Every record must be output verbatim in the reply.

==== Provided records ====

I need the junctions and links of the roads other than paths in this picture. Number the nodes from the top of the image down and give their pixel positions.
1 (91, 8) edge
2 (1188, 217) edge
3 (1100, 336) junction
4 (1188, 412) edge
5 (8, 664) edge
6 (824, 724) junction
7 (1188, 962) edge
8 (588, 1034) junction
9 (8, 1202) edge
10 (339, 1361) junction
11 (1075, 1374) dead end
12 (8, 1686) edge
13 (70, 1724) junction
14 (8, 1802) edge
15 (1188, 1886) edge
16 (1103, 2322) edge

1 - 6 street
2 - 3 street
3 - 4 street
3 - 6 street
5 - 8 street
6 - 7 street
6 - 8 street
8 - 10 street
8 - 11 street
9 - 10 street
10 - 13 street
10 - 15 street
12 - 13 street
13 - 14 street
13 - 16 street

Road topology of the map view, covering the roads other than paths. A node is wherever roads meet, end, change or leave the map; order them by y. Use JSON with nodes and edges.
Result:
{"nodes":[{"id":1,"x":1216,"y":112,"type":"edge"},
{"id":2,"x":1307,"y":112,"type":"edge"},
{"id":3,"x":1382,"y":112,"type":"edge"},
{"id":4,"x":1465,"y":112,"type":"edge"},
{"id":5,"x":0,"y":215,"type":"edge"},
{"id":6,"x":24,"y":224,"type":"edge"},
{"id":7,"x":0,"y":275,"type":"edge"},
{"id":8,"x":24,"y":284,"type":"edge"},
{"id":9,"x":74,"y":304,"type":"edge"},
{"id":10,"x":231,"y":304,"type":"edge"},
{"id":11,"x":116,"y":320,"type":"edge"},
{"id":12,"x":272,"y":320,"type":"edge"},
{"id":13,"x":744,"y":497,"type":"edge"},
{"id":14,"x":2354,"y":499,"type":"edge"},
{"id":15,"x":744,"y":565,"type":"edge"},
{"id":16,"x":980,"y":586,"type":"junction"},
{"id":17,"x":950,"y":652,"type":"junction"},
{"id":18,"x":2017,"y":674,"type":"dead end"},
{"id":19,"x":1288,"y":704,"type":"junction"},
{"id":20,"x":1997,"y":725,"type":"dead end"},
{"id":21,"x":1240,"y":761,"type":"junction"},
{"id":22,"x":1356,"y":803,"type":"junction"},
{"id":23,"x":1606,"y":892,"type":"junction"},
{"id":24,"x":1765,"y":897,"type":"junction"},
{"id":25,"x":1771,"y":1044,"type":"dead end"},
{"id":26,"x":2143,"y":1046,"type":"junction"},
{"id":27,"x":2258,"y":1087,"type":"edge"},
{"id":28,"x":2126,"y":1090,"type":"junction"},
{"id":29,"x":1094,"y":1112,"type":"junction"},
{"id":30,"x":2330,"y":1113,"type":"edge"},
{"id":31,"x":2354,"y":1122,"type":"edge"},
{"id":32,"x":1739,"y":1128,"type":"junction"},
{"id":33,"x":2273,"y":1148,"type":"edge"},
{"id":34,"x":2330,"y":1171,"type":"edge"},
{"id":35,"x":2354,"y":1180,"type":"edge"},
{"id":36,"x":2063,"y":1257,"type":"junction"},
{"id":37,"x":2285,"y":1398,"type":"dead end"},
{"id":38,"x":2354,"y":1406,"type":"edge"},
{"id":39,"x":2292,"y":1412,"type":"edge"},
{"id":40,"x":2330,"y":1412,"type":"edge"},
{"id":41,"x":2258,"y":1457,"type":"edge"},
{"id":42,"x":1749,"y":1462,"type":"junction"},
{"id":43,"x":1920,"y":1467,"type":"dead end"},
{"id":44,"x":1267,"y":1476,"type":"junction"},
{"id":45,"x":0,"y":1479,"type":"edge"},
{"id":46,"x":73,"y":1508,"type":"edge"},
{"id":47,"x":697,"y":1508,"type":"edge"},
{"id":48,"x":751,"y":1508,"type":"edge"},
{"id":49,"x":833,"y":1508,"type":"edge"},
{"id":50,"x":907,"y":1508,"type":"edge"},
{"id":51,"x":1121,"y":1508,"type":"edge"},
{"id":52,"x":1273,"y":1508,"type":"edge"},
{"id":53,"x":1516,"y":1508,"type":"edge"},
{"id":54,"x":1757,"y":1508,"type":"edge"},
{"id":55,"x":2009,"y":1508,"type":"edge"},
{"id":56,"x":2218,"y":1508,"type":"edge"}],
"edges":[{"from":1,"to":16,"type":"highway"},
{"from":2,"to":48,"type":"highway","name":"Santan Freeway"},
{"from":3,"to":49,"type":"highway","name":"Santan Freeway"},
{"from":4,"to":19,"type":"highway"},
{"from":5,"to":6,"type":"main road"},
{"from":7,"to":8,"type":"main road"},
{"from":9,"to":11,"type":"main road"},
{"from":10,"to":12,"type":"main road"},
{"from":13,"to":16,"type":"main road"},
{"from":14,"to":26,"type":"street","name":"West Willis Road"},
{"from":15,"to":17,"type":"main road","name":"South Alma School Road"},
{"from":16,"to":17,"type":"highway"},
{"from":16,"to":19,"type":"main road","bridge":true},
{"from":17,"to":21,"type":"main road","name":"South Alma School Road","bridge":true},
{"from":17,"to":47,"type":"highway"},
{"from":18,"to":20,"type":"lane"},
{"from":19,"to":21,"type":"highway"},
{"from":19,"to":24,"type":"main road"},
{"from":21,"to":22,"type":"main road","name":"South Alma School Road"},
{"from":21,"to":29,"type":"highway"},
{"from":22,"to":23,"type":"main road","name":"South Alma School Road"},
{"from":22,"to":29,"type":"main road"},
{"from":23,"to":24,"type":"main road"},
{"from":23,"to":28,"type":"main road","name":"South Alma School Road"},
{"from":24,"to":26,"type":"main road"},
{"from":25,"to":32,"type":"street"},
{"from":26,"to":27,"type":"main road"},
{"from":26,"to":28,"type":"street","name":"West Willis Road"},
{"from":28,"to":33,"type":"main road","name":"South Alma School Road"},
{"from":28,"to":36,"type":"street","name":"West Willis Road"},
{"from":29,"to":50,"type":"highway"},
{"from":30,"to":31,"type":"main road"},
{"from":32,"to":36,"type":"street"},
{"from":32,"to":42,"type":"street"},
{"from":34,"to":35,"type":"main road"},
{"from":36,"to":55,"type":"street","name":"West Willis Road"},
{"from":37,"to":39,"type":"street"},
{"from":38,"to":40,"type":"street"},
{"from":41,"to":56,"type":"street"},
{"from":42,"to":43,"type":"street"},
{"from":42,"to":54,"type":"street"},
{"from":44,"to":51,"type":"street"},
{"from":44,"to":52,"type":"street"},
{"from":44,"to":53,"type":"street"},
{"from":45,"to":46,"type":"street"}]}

====

Your solution —
I need the junctions and links of the roads other than paths in this picture. Number the nodes from the top of the image down and give their pixel positions.
1 (91, 8) edge
2 (1188, 217) edge
3 (1100, 336) junction
4 (1188, 412) edge
5 (8, 664) edge
6 (824, 724) junction
7 (1188, 962) edge
8 (588, 1034) junction
9 (8, 1202) edge
10 (339, 1361) junction
11 (1075, 1374) dead end
12 (8, 1686) edge
13 (70, 1724) junction
14 (8, 1802) edge
15 (1188, 1886) edge
16 (1103, 2322) edge

1 - 6 street
2 - 3 street
3 - 4 street
3 - 6 street
5 - 8 street
6 - 7 street
6 - 8 street
8 - 10 street
8 - 11 street
9 - 10 street
10 - 13 street
10 - 15 street
12 - 13 street
13 - 14 street
13 - 16 street

Road topology of the map view, covering the roads other than paths. A node is wherever roads meet, end, change or leave the map; order them by y. Use JSON with nodes and edges.
Result:
{"nodes":[{"id":1,"x":1216,"y":112,"type":"edge"},
{"id":2,"x":1307,"y":112,"type":"edge"},
{"id":3,"x":1382,"y":112,"type":"edge"},
{"id":4,"x":1465,"y":112,"type":"edge"},
{"id":5,"x":0,"y":215,"type":"edge"},
{"id":6,"x":24,"y":224,"type":"edge"},
{"id":7,"x":0,"y":275,"type":"edge"},
{"id":8,"x":24,"y":284,"type":"edge"},
{"id":9,"x":74,"y":304,"type":"edge"},
{"id":10,"x":231,"y":304,"type":"edge"},
{"id":11,"x":116,"y":320,"type":"edge"},
{"id":12,"x":272,"y":320,"type":"edge"},
{"id":13,"x":744,"y":497,"type":"edge"},
{"id":14,"x":2354,"y":499,"type":"edge"},
{"id":15,"x":744,"y":565,"type":"edge"},
{"id":16,"x":980,"y":586,"type":"junction"},
{"id":17,"x":950,"y":652,"type":"junction"},
{"id":18,"x":2017,"y":674,"type":"dead end"},
{"id":19,"x":1288,"y":704,"type":"junction"},
{"id":20,"x":1997,"y":725,"type":"dead end"},
{"id":21,"x":1240,"y":761,"type":"junction"},
{"id":22,"x":1356,"y":803,"type":"junction"},
{"id":23,"x":1606,"y":892,"type":"junction"},
{"id":24,"x":1765,"y":897,"type":"junction"},
{"id":25,"x":1771,"y":1044,"type":"dead end"},
{"id":26,"x":2143,"y":1046,"type":"junction"},
{"id":27,"x":2258,"y":1087,"type":"edge"},
{"id":28,"x":2126,"y":1090,"type":"junction"},
{"id":29,"x":1094,"y":1112,"type":"junction"},
{"id":30,"x":2330,"y":1113,"type":"edge"},
{"id":31,"x":2354,"y":1122,"type":"edge"},
{"id":32,"x":1739,"y":1128,"type":"junction"},
{"id":33,"x":2273,"y":1148,"type":"edge"},
{"id":34,"x":2330,"y":1171,"type":"edge"},
{"id":35,"x":2354,"y":1180,"type":"edge"},
{"id":36,"x":2063,"y":1257,"type":"junction"},
{"id":37,"x":2285,"y":1398,"type":"dead end"},
{"id":38,"x":2354,"y":1406,"type":"edge"},
{"id":39,"x":2292,"y":1412,"type":"edge"},
{"id":40,"x":2330,"y":1412,"type":"edge"},
{"id":41,"x":2258,"y":1457,"type":"edge"},
{"id":42,"x":1749,"y":1462,"type":"junction"},
{"id":43,"x":1920,"y":1467,"type":"dead end"},
{"id":44,"x":1267,"y":1476,"type":"junction"},
{"id":45,"x":0,"y":1479,"type":"edge"},
{"id":46,"x":73,"y":1508,"type":"edge"},
{"id":47,"x":697,"y":1508,"type":"edge"},
{"id":48,"x":751,"y":1508,"type":"edge"},
{"id":49,"x":833,"y":1508,"type":"edge"},
{"id":50,"x":907,"y":1508,"type":"edge"},
{"id":51,"x":1121,"y":1508,"type":"edge"},
{"id":52,"x":1273,"y":1508,"type":"edge"},
{"id":53,"x":1516,"y":1508,"type":"edge"},
{"id":54,"x":1757,"y":1508,"type":"edge"},
{"id":55,"x":2009,"y":1508,"type":"edge"},
{"id":56,"x":2218,"y":1508,"type":"edge"}],
"edges":[{"from":1,"to":16,"type":"highway"},
{"from":2,"to":48,"type":"highway","name":"Santan Freeway"},
{"from":3,"to":49,"type":"highway","name":"Santan Freeway"},
{"from":4,"to":19,"type":"highway"},
{"from":5,"to":6,"type":"main road"},
{"from":7,"to":8,"type":"main road"},
{"from":9,"to":11,"type":"main road"},
{"from":10,"to":12,"type":"main road"},
{"from":13,"to":16,"type":"main road"},
{"from":14,"to":26,"type":"street","name":"West Willis Road"},
{"from":15,"to":17,"type":"main road","name":"South Alma School Road"},
{"from":16,"to":17,"type":"highway"},
{"from":16,"to":19,"type":"main road","bridge":true},
{"from":17,"to":21,"type":"main road","name":"South Alma School Road","bridge":true},
{"from":17,"to":47,"type":"highway"},
{"from":18,"to":20,"type":"lane"},
{"from":19,"to":21,"type":"highway"},
{"from":19,"to":24,"type":"main road"},
{"from":21,"to":22,"type":"main road","name":"South Alma School Road"},
{"from":21,"to":29,"type":"highway"},
{"from":22,"to":23,"type":"main road","name":"South Alma School Road"},
{"from":22,"to":29,"type":"main road"},
{"from":23,"to":24,"type":"main road"},
{"from":23,"to":28,"type":"main road","name":"South Alma School Road"},
{"from":24,"to":26,"type":"main road"},
{"from":25,"to":32,"type":"street"},
{"from":26,"to":27,"type":"main road"},
{"from":26,"to":28,"type":"street","name":"West Willis Road"},
{"from":28,"to":33,"type":"main road","name":"South Alma School Road"},
{"from":28,"to":36,"type":"street","name":"West Willis Road"},
{"from":29,"to":50,"type":"highway"},
{"from":30,"to":31,"type":"main road"},
{"from":32,"to":36,"type":"street"},
{"from":32,"to":42,"type":"street"},
{"from":34,"to":35,"type":"main road"},
{"from":36,"to":55,"type":"street","name":"West Willis Road"},
{"from":37,"to":39,"type":"street"},
{"from":38,"to":40,"type":"street"},
{"from":41,"to":56,"type":"street"},
{"from":42,"to":43,"type":"street"},
{"from":42,"to":54,"type":"street"},
{"from":44,"to":51,"type":"street"},
{"from":44,"to":52,"type":"street"},
{"from":44,"to":53,"type":"street"},
{"from":45,"to":46,"type":"street"}]}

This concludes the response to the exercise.